Land Tax reductions, planning system reform, and new infrastructure spending announced by the Bracks Government today are a big win for the State’s economy, Victorian’s superannuation savings, investment and jobs growth.
Executive Director of the Property Council in Victoria, Jennifer Cunich says it is the most significant tax reform in Victoria for years, with a 20% land tax rate reduction starting July 1 2004 and further 20% over the next five years.
“The land tax cuts will bring more investment, more jobs and better returns to millions of Victorians who invest in property through their superannuation, or invest in property for their retirement,” she says.
‘It will cut the cost of doing business in the State, help new home buyers through cuts on taxes on the land they buy, and help take the pressure off small businesses caught up in spiraling valuations.
“Victoria’s reputation as a land tax “basket case” is over. The reforms will save Victorian taxpayers $1 billion over five years.
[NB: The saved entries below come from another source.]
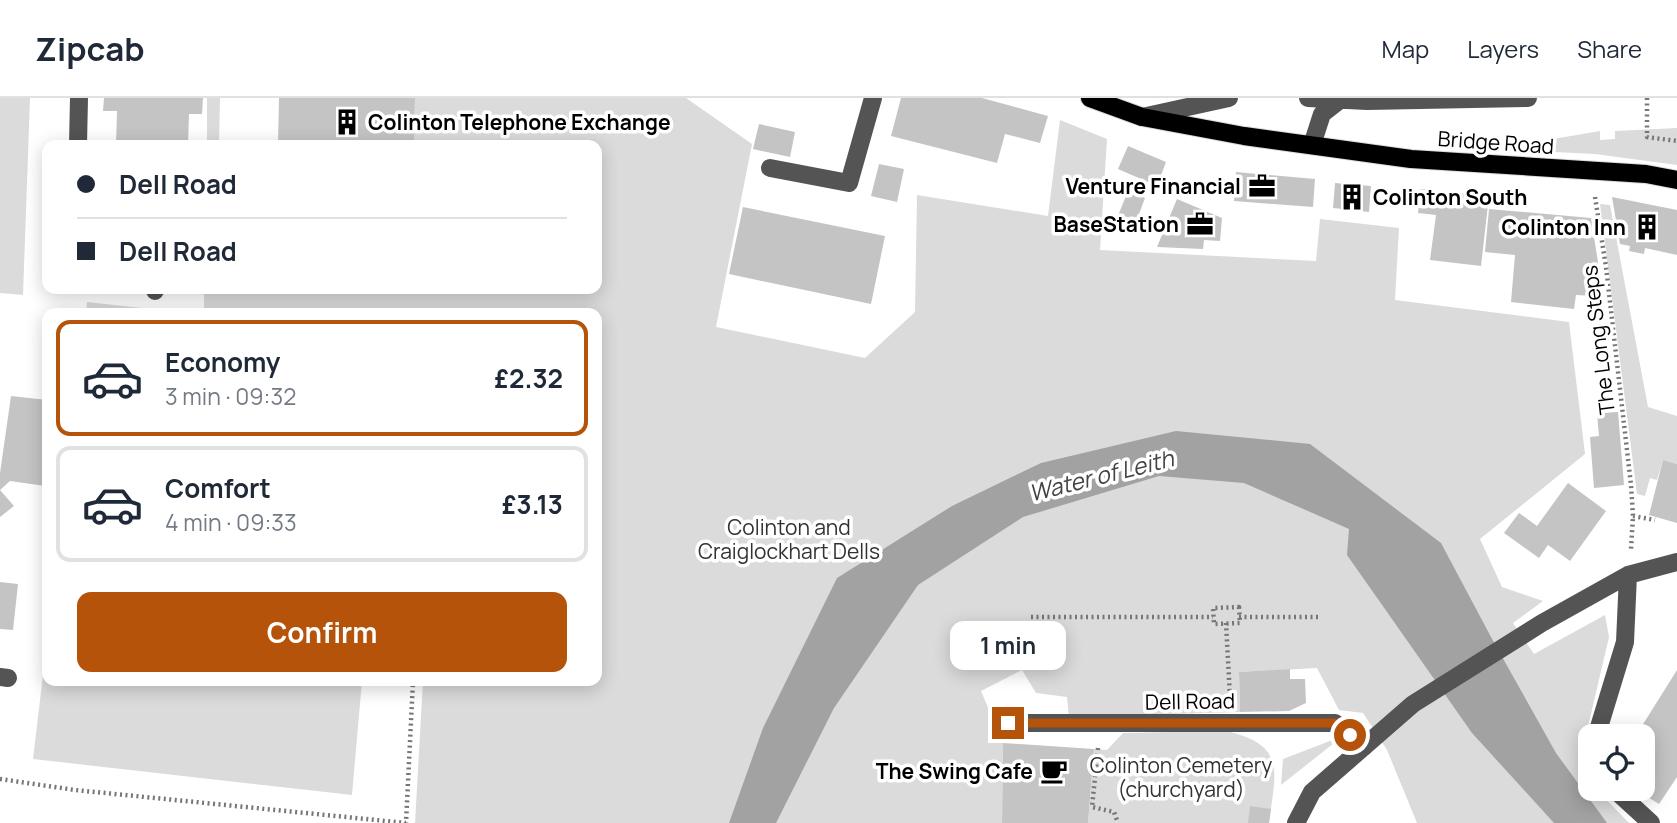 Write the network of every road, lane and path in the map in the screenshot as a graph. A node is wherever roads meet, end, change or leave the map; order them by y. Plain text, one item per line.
1 (79, 98) edge
2 (873, 98) edge
3 (1090, 98) edge
4 (1229, 98) edge
5 (1308, 98) edge
6 (1528, 98) edge
7 (1647, 98) edge
8 (1340, 100) junction
9 (1142, 117) junction
10 (78, 140) edge
11 (1677, 141) edge
12 (1312, 145) junction
13 (770, 168) dead end
14 (1591, 172) junction
15 (1677, 180) edge
16 (1633, 516) junction
17 (1655, 520) dead end
18 (1677, 562) edge
19 (1628, 575) junction
20 (1031, 617) dead end
21 (1213, 617) junction
22 (1240, 617) junction
23 (1319, 617) dead end
24 (1226, 623) junction
25 (413, 686) edge
26 (1008, 723) dead end
27 (1231, 723) junction
28 (1099, 724) junction
29 (1600, 724) edge
30 (1364, 747) junction
31 (0, 779) edge
32 (1627, 801) edge
33 (1118, 823) edge
34 (1296, 823) edge
35 (1651, 823) edge

1 - 10 street
2 - 13 street
3 - 9 main road, Bridge Road
4 - 9 street
5 - 8 street
6 - 8 street
7 - 11 path
8 - 12 street
9 - 12 main road, Bridge Road
12 - 14 main road, Bridge Road
14 - 15 main road, Bridge Road
14 - 16 path, The Long Steps
16 - 17 path
16 - 19 path, The Long Steps
18 - 19 street
19 - 29 street
19 - 30 street
20 - 21 path
21 - 22 path
21 - 24 path
22 - 23 path
22 - 24 path
24 - 27 path
25 - 31 path
26 - 28 street, Dell Road
27 - 28 street, Dell Road
27 - 30 street, Dell Road
28 - 33 path
30 - 34 street
32 - 35 street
It’s major win for taxpayers.”
Planning system reforms championed by Minister Delahunty are welcome and much needed. “Reducing planning delays, and making investment attractive in activity centres and transit cities has been a Property Council priority and the Government has responded positively with priority funding and legislative reform.”
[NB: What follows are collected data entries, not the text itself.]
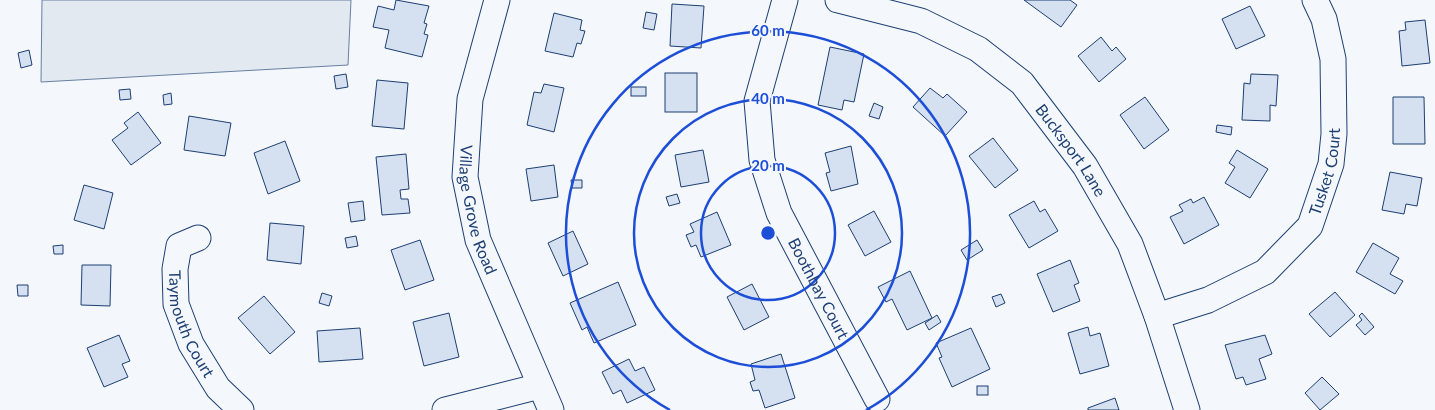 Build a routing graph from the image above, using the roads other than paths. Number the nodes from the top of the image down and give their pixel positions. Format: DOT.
graph roads {
  1 [pos="497,0"];
  2 [pos="785,0"];
  3 [pos="838,0"];
  4 [pos="1315,0"];
  5 [pos="198,238"];
  6 [pos="1157,316"];
  7 [pos="540,386"];
  8 [pos="877,399"];
  9 [pos="241,410"];
  10 [pos="445,410"];
  11 [pos="551,410"];
  12 [pos="1187,410"];
  1 -- 7 [label="street, Village Grove Road"];
  2 -- 8 [label="street, Boothbay Court"];
  3 -- 6 [label="street, Bucksport Lane"];
  4 -- 6 [label="street, Tusket Court"];
  5 -- 9 [label="street, Taymouth Court"];
  6 -- 12 [label="street, Bucksport Lane"];
  7 -- 10 [label="street"];
  7 -- 11 [label="street, Village Grove Road"];
}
She says the infrastructure projects, including Melbourne Portal, the conference centre and channel deepening are vital for the State. “Efficient transport links have a major impact on economic growth opportunities and the government has wisely targeted projects with a huge investment plus.
“We are very pleased the Bracks Government listened to the industry and the case for change set out by the Property Council and responded with meaningful reform.”